Your task:
Search the records below for "Calle" and copy every line it turns up in.

Top of Listed records

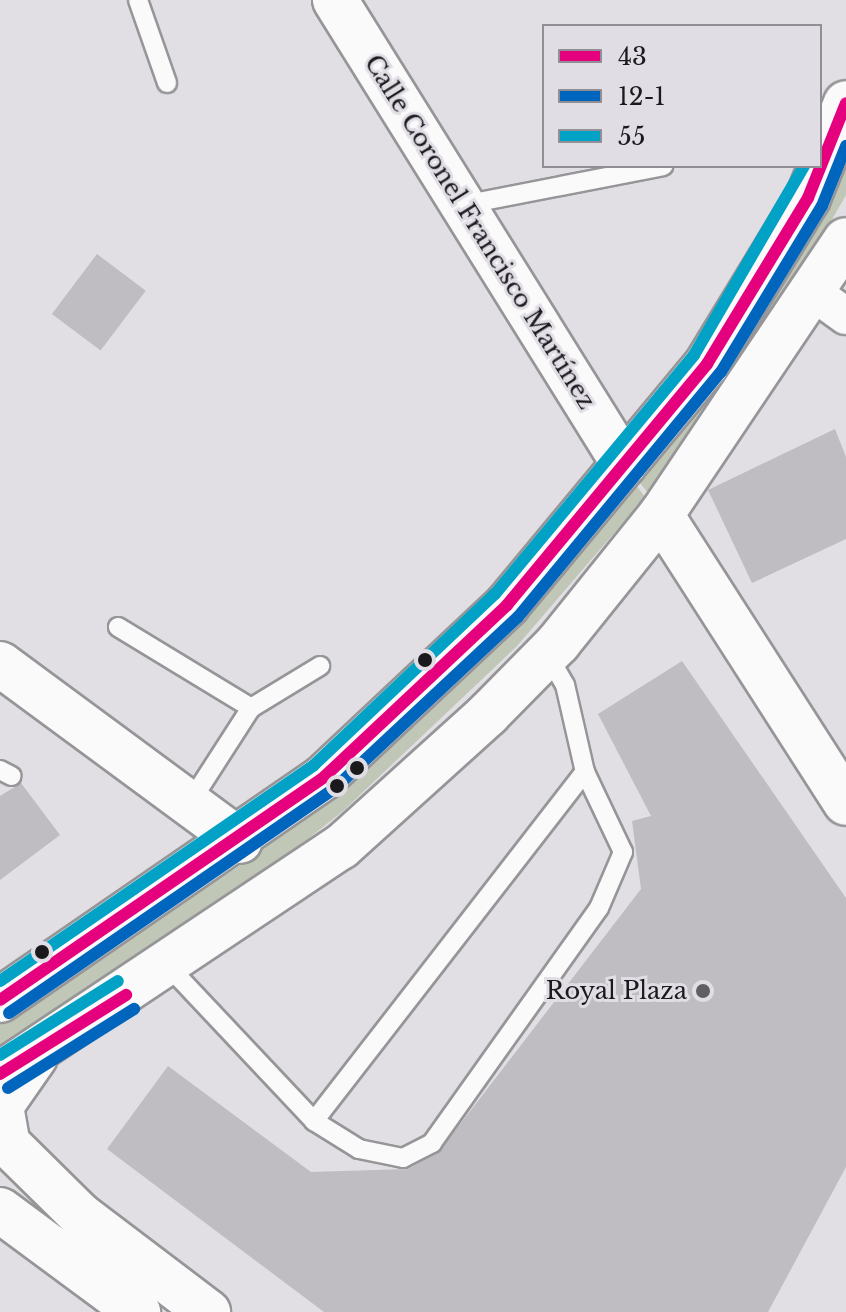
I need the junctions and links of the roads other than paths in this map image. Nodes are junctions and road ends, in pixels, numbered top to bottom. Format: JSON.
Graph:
{"nodes":[{"id":1,"x":138,"y":0,"type":"edge"},
{"id":2,"x":335,"y":0,"type":"edge"},
{"id":3,"x":167,"y":83,"type":"dead end"},
{"id":4,"x":846,"y":103,"type":"edge"},
{"id":5,"x":822,"y":163,"type":"edge"},
{"id":6,"x":653,"y":168,"type":"edge"},
{"id":7,"x":820,"y":168,"type":"edge"},
{"id":8,"x":463,"y":205,"type":"junction"},
{"id":9,"x":846,"y":240,"type":"edge"},
{"id":10,"x":830,"y":304,"type":"edge"},
{"id":11,"x":624,"y":464,"type":"junction"},
{"id":12,"x":661,"y":515,"type":"junction"},
{"id":13,"x":118,"y":627,"type":"dead end"},
{"id":14,"x":546,"y":653,"type":"junction"},
{"id":15,"x":0,"y":664,"type":"edge"},
{"id":16,"x":320,"y":666,"type":"dead end"},
{"id":17,"x":251,"y":708,"type":"junction"},
{"id":18,"x":585,"y":772,"type":"junction"},
{"id":19,"x":191,"y":801,"type":"junction"},
{"id":20,"x":846,"y":803,"type":"edge"},
{"id":21,"x":240,"y":841,"type":"junction"},
{"id":22,"x":169,"y":967,"type":"junction"},
{"id":23,"x":0,"y":1000,"type":"edge"},
{"id":24,"x":46,"y":1045,"type":"junction"},
{"id":25,"x":0,"y":1074,"type":"edge"},
{"id":26,"x":314,"y":1121,"type":"junction"},
{"id":27,"x":0,"y":1210,"type":"edge"},
{"id":28,"x":138,"y":1312,"type":"edge"},
{"id":29,"x":208,"y":1312,"type":"edge"}],
"edges":[{"from":1,"to":3,"type":"lane"},
{"from":2,"to":8,"type":"main road","name":"Calle Coronel Francisco Martínez"},
{"from":4,"to":5,"type":"main road"},
{"from":6,"to":8,"type":"lane"},
{"from":7,"to":11,"type":"main road"},
{"from":8,"to":11,"type":"main road","name":"Calle Coronel Francisco Martínez"},
{"from":9,"to":10,"type":"main road"},
{"from":10,"to":12,"type":"main road"},
{"from":11,"to":21,"type":"main road"},
{"from":12,"to":14,"type":"main road"},
{"from":12,"to":20,"type":"main road"},
{"from":13,"to":17,"type":"lane"},
{"from":14,"to":18,"type":"lane"},
{"from":14,"to":22,"type":"main road"},
{"from":15,"to":19,"type":"main road"},
{"from":16,"to":17,"type":"lane"},
{"from":17,"to":19,"type":"lane"},
{"from":18,"to":26,"type":"lane"},
{"from":18,"to":26,"type":"lane"},
{"from":19,"to":21,"type":"main road"},
{"from":21,"to":23,"type":"main road"},
{"from":22,"to":24,"type":"main road"},
{"from":22,"to":26,"type":"lane"},
{"from":24,"to":25,"type":"main road"},
{"from":24,"to":29,"type":"main road"},
{"from":27,"to":28,"type":"main road"}]}
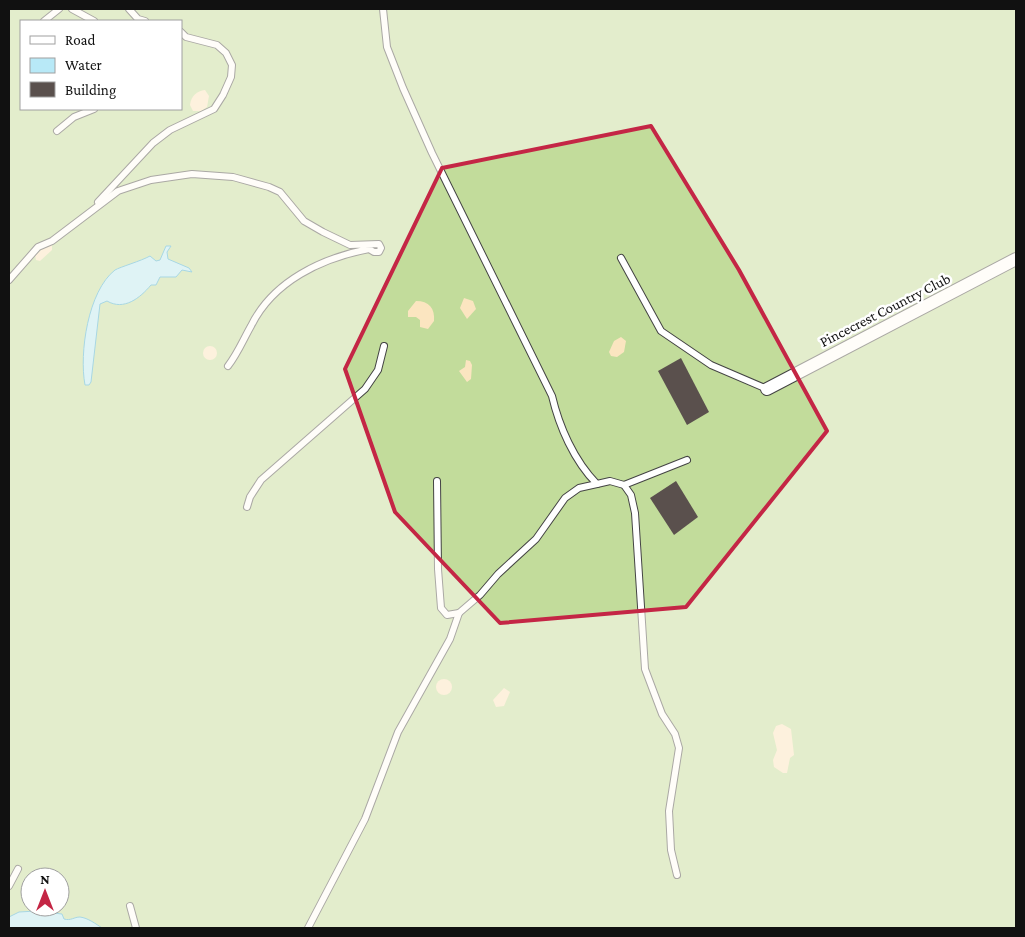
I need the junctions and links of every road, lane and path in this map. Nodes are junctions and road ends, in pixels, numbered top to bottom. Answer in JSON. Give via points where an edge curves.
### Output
{"nodes":[{"id":1,"x":59,"y":9,"type":"edge"},
{"id":2,"x":72,"y":9,"type":"edge"},
{"id":3,"x":129,"y":9,"type":"edge"},
{"id":4,"x":383,"y":9,"type":"edge"},
{"id":5,"x":45,"y":20,"type":"edge"},
{"id":6,"x":92,"y":20,"type":"edge"},
{"id":7,"x":140,"y":20,"type":"edge"},
{"id":8,"x":182,"y":33,"type":"edge"},
{"id":9,"x":92,"y":110,"type":"edge"},
{"id":10,"x":57,"y":131,"type":"dead end"},
{"id":11,"x":91,"y":210,"type":"junction"},
{"id":12,"x":621,"y":258,"type":"dead end"},
{"id":13,"x":1016,"y":259,"type":"edge"},
{"id":14,"x":9,"y":280,"type":"edge"},
{"id":15,"x":384,"y":346,"type":"dead end"},
{"id":16,"x":228,"y":366,"type":"dead end"},
{"id":17,"x":767,"y":389,"type":"joint"},
{"id":18,"x":687,"y":460,"type":"dead end"},
{"id":19,"x":437,"y":481,"type":"dead end"},
{"id":20,"x":597,"y":484,"type":"junction"},
{"id":21,"x":624,"y":485,"type":"junction"},
{"id":22,"x":247,"y":507,"type":"dead end"},
{"id":23,"x":459,"y":613,"type":"junction"},
{"id":24,"x":18,"y":869,"type":"dead end"},
{"id":25,"x":677,"y":875,"type":"dead end"},
{"id":26,"x":9,"y":886,"type":"edge"},
{"id":27,"x":130,"y":906,"type":"dead end"},
{"id":28,"x":136,"y":928,"type":"edge"},
{"id":29,"x":308,"y":928,"type":"edge"}],
"edges":[{"from":1,"to":5,"type":"lane"},
{"from":2,"to":6,"type":"lane"},
{"from":3,"to":7,"type":"lane"},
{"from":4,"to":20,"type":"lane","via":[[387,47],[432,153],[552,396],[558,422],[588,476]]},
{"from":8,"to":11,"type":"lane","via":[[217,45],[226,53],[232,65],[223,95],[214,109],[170,130],[153,143]]},
{"from":9,"to":10,"type":"lane","via":[[74,117]]},
{"from":11,"to":14,"type":"lane","via":[[38,247]]},
{"from":11,"to":16,"type":"lane","via":[[118,191],[138,183],[192,174],[216,175],[280,192],[304,221],[350,245],[379,244],[379,252],[369,249],[346,255],[322,263],[286,282],[262,308]]},
{"from":12,"to":17,"type":"lane","via":[[662,331],[711,365]]},
{"from":13,"to":17,"type":"street","name":"Pincecrest Country Club"},
{"from":15,"to":22,"type":"lane","via":[[378,370],[365,389],[261,480]]},
{"from":18,"to":21,"type":"lane"},
{"from":19,"to":23,"type":"lane","via":[[441,608],[447,615]]},
{"from":20,"to":21,"type":"lane","via":[[610,481]]},
{"from":20,"to":23,"type":"lane","via":[[579,488],[565,498],[536,540]]},
{"from":21,"to":25,"type":"lane","via":[[631,495],[639,541],[645,669],[679,748],[668,811]]},
{"from":23,"to":29,"type":"lane","via":[[450,639],[398,732],[365,819]]},
{"from":24,"to":26,"type":"lane"},
{"from":27,"to":28,"type":"lane"}]}
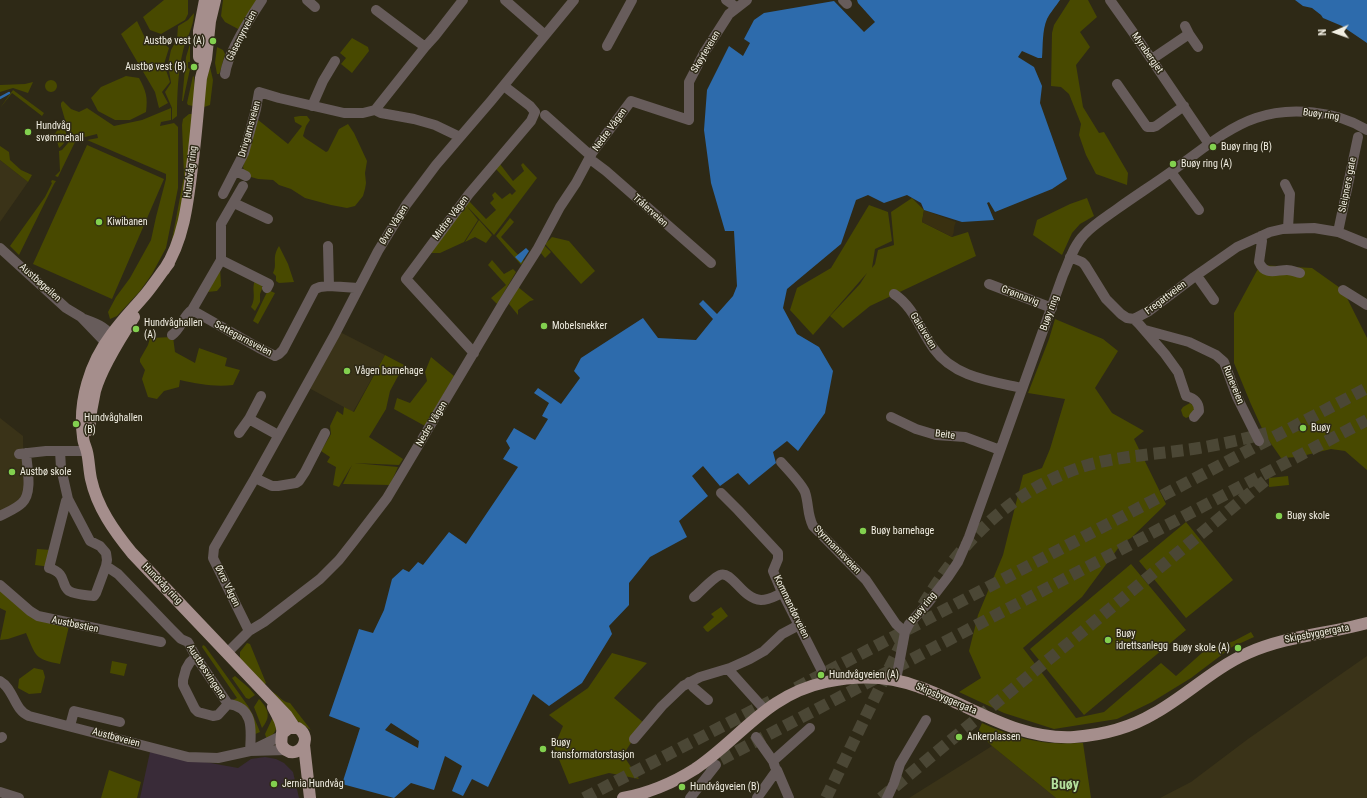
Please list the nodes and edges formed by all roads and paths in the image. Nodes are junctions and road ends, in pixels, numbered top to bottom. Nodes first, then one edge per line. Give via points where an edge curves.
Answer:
1 (205, 0) edge
2 (215, 0) edge
3 (262, 0) edge
4 (307, 0) edge
5 (463, 0) edge
6 (505, 0) edge
7 (574, 0) edge
8 (632, 0) edge
9 (726, 0) edge
10 (747, 0) edge
11 (1110, 0) edge
12 (315, 7) dead end
13 (736, 8) junction
14 (376, 10) dead end
15 (545, 36) junction
16 (607, 46) dead end
17 (425, 47) junction
18 (1198, 47) dead end
19 (1152, 59) junction
20 (335, 62) dead end
21 (225, 74) dead end
22 (201, 78) junction
23 (1117, 84) dead end
24 (504, 86) junction
25 (312, 106) junction
26 (1184, 106) junction
27 (375, 110) junction
28 (674, 114) joint
29 (545, 115) dead end
30 (1365, 125) edge
31 (460, 137) junction
32 (1358, 137) dead end
33 (1209, 144) junction
34 (590, 158) junction
35 (236, 171) junction
36 (1171, 172) junction
37 (1285, 184) dead end
38 (223, 194) dead end
39 (234, 203) junction
40 (1199, 210) dead end
41 (268, 219) dead end
42 (1288, 228) junction
43 (1338, 232) junction
44 (1261, 236) junction
45 (1367, 244) edge
46 (328, 246) dead end
47 (0, 248) edge
48 (1070, 257) junction
49 (221, 260) junction
50 (711, 263) dead end
51 (1300, 273) dead end
52 (1196, 276) junction
53 (989, 284) dead end
54 (328, 286) junction
55 (267, 288) dead end
56 (358, 288) junction
57 (1343, 290) dead end
58 (894, 294) dead end
59 (1214, 300) dead end
60 (1367, 304) edge
61 (1052, 308) junction
62 (192, 310) junction
63 (1134, 319) junction
64 (1145, 330) junction
65 (172, 335) dead end
66 (111, 341) junction
67 (474, 353) junction
68 (1022, 388) junction
69 (261, 396) dead end
70 (891, 417) dead end
71 (1194, 417) dead end
72 (249, 419) junction
73 (325, 432) dead end
74 (240, 433) dead end
75 (278, 435) junction
76 (1259, 442) dead end
77 (1000, 450) junction
78 (60, 451) junction
79 (87, 451) junction
80 (781, 462) dead end
81 (255, 478) junction
82 (721, 493) dead end
83 (68, 499) junction
84 (0, 516) edge
85 (106, 566) junction
86 (0, 585) edge
87 (782, 593) junction
88 (694, 597) dead end
89 (1367, 623) edge
90 (799, 625) junction
91 (249, 631) junction
92 (905, 632) junction
93 (1367, 632) edge
94 (161, 642) dead end
95 (1267, 646) junction
96 (227, 653) junction
97 (196, 657) junction
98 (728, 669) junction
99 (821, 669) dead end
100 (896, 680) junction
101 (0, 681) edge
102 (689, 682) junction
103 (269, 698) junction
104 (708, 700) dead end
105 (228, 704) junction
106 (765, 710) junction
107 (926, 720) dead end
108 (120, 722) dead end
109 (70, 726) junction
110 (295, 728) junction
111 (810, 728) dead end
112 (282, 735) junction
113 (756, 737) dead end
114 (634, 739) dead end
115 (304, 745) junction
116 (250, 751) junction
117 (289, 751) junction
118 (716, 765) tunnel mouth
119 (775, 766) junction
120 (0, 792) edge
121 (629, 797) edge
122 (19, 798) edge
123 (305, 798) edge
124 (310, 798) edge
125 (690, 798) edge
126 (757, 798) edge
127 (789, 798) edge
128 (887, 798) edge

1 - 22 main road, Hundvåg ring via 200,31
2 - 22 main road, Hundvåg ring
3 - 21 street, Gåsemyrveien via 228,60
4 - 12 street
5 - 17 street
6 - 15 street
7 - 15 street, Øvre Vågen
8 - 16 street
9 - 13 street
10 - 13 street, Skøyteveien
11 - 19 street, Myrabergjet
13 - 28 street, Skøyteveien via 729,14 704,53 689,82 689,120
14 - 17 street
15 - 24 street, Øvre Vågen
17 - 27 street
18 - 19 street via 1187,30
19 - 26 street, Myrabergjet
20 - 25 street
22 - 66 main road, Hundvåg ring via 189,198 181,230 169,263 132,319
23 - 26 street via 1147,127 1156,126
24 - 31 street, Øvre Vågen
24 - 67 street, Midtre Vågen via 530,106 535,112 534,117 459,208 406,279
25 - 27 street, Drivgarnsveien via 353,114
25 - 35 street, Drivgarnsveien via 259,92 248,143
26 - 33 street, Myrabergjet
27 - 31 street, Drivgarnsveien via 425,121
28 - 34 street, Nedre Vågen via 631,101
29 - 34 street, Nedre Vågen
30 - 33 street, Buøy ring via 1325,114 1284,112 1250,120
31 - 56 street, Øvre Vågen via 409,200
32 - 43 street, Sleipners gate
33 - 36 street, Buøy ring
34 - 50 street, Trålerveien
34 - 67 street, Nedre Vågen
35 - 38 street, Drivgarnsveien
35 - 39 street via 244,181
36 - 40 street
36 - 48 street, Buøy ring via 1090,230 1077,244
37 - 42 street via 1290,194
39 - 41 street
39 - 49 street via 221,224
42 - 43 street, Fregattveien via 1314,228
42 - 44 street, Fregattveien
43 - 45 street, Fregattveien
44 - 51 street via 1259,262 1262,267 1274,272 1288,270
44 - 52 street, Fregattveien via 1237,247
46 - 54 street
47 - 66 street, Austbøgeilen via 66,308 103,326
48 - 61 street, Buøy ring
48 - 63 street, Runeveien via 1085,265 1111,304 1127,318
49 - 55 street via 269,284
49 - 62 street
52 - 59 street, Fregattveien
52 - 63 street, Fregattveien
53 - 61 street, Grønnavig
54 - 56 street
54 - 62 street, Settegarnsveien via 315,289 283,350 275,356
56 - 75 street, Øvre Vågen
57 - 60 street
58 - 68 street, Galeiveien via 906,303 941,358 972,376
61 - 68 street, Buøy ring
62 - 65 street via 187,313
63 - 64 street, Runeveien
64 - 71 street, Runeveien via 1178,372 1186,396 1196,401 1199,410
64 - 76 street, Runeveien via 1189,342 1216,355 1224,362 1237,397
66 - 79 main road, Hundvåg ring via 90,415
67 - 91 street, Nedre Vågen via 393,489 339,560 320,579
68 - 77 street, Buøy ring
69 - 72 street
70 - 77 street, Beite via 916,429 936,435 965,437
72 - 74 street
72 - 75 street
73 - 81 street via 312,460 296,483 272,486
75 - 81 street, Øvre Vågen
77 - 92 street, Buøy ring via 958,562
78 - 79 street
78 - 83 street
78 - 84 street via 23,454 27,494 24,502
79 - 96 main road, Hundvåg ring via 97,499 118,536
80 - 92 street, Styrmannsveien via 805,492 808,517 813,526 866,580 896,624
81 - 91 street, Øvre Vågen via 212,554
82 - 87 street, Kommandørveien via 778,553 773,571
83 - 85 street via 87,544 104,549 107,556
83 - 85 street via 49,568 67,578 66,587 70,592 94,596
85 - 97 street, Austbøsvingene via 118,574 181,639 188,642
86 - 94 street, Austbøstien via 38,616
87 - 88 street via 767,599 754,599 747,596 725,574 718,576
87 - 90 street, Kommandørveien
89 - 95 main road, Skipsbyggergata
90 - 98 street via 779,636 764,651
90 - 99 street, Kommandørveien
91 - 96 street, Nedre Vågen
92 - 100 street, Buøy ring
93 - 95 main road, Skipsbyggergata
95 - 100 main road, Skipsbyggergata via 1228,663 1156,713 1116,730 1088,735 1055,736 1023,731 931,691
96 - 103 main road, Hundvåg ring
97 - 105 street, Austbøsvingene
97 - 105 street via 186,669 183,680 195,709 213,716 218,715
98 - 102 street
98 - 106 street
100 - 106 main road, Skipsbyggergata via 852,678 819,683 796,692
101 - 109 street, Austbøveien via 7,686 25,714
102 - 104 street
102 - 114 street via 662,706
103 - 110 main road, Hundvåg ring
103 - 112 main road, Hundvåg ring via 280,721
105 - 116 street, Austbøsvingene via 248,716 251,725
106 - 121 main road, Skipsbyggergata via 695,769 667,784
107 - 128 street via 900,764
108 - 109 street via 74,711
109 - 116 street, Austbøveien via 188,757 218,758
110 - 112 main road via 289,728
110 - 115 main road via 304,734
111 - 119 street
112 - 116 street, Austbøveien
112 - 117 main road via 282,744
113 - 119 street
115 - 117 main road via 299,750
115 - 124 main road
116 - 117 street, Austbøveien
117 - 123 main road via 300,771
118 - 125 street
119 - 126 street
119 - 127 street
120 - 122 street

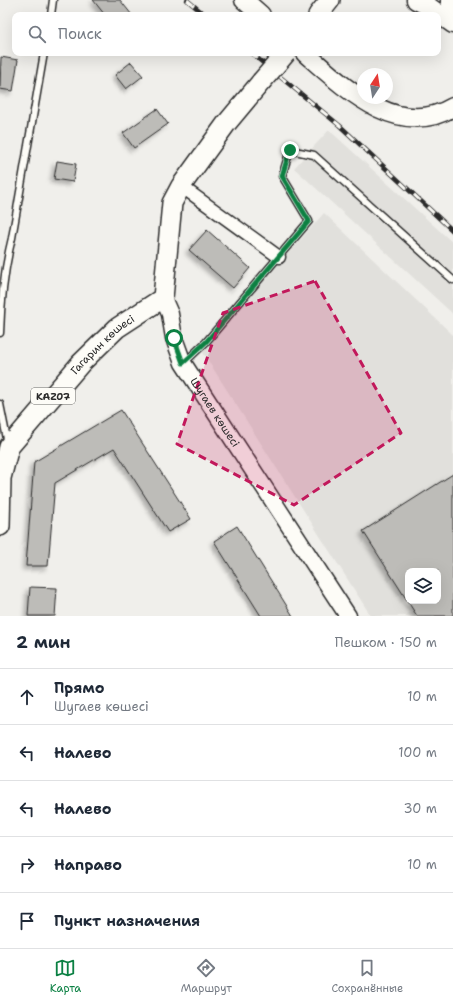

Bottom of Listed records

Result for this exercise:
{"from":2,"to":8,"type":"main road","name":"Calle Coronel Francisco Martínez"},
{"from":8,"to":11,"type":"main road","name":"Calle Coronel Francisco Martínez"},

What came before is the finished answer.